Originally published on March 5, 2014 on www.voicecouncil.com
Never let your larynx do all the work – says Dane Chalfin.
Most singers who seek coaching do so because there is some deficit with range, power or choice of voice quality. In other words, when they go to make the sound they want to make, something doesn’t work and it is strained. This month, as your Vocal Coach in Residence, we’re going to zero in with you on vocal safety and sustainability.
The main theme I want singers to grasp today is that reducing the sensation of tension around the larynx is a good thing.
Your Larynx’s Effort Level
In “The Ultimate Guide to Singing”, I’ve shared that the larynx is probably best viewed as a valve; it regulates how much air can pass from the lungs and out of the body.
Along this path, air is turned into vibrations that are amplified into sound and shaped into words and phrases.
How much effort should the larynx be making? Not much.

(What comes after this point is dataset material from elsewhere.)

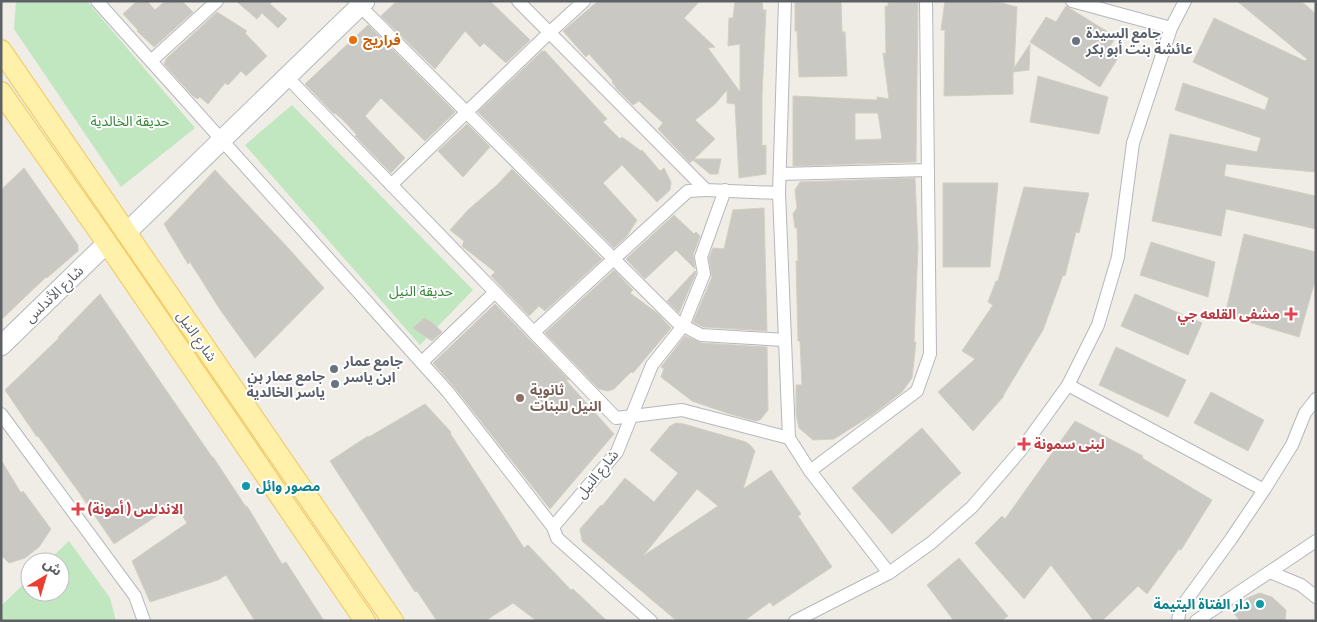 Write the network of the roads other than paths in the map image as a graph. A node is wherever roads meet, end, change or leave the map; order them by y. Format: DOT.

On a scale of 0 to 10 with 0 representing no effort and 10 representing all the strength you could possibly muster, you should not be feeling more than a 2 or 3 in the larynx.
So, if you are only using a 2-3 effort level in the larynx, where else is your effort coming from?Your added effort should be coming from a combination of the muscles of core stability and in the muscles of respiration. In other words, body support and breath support.
Enlist Your Emotions
That’s why the role of our body in singing is going to be our focus in the next few weeks.
But, today, I want to leave you with this thought:
I have found that the body, breath and larynx respond with far greater efficiency to emotionally motivated instructions. If a singer does not believe what is being sung neither does the larynx (or the audience for that matter!).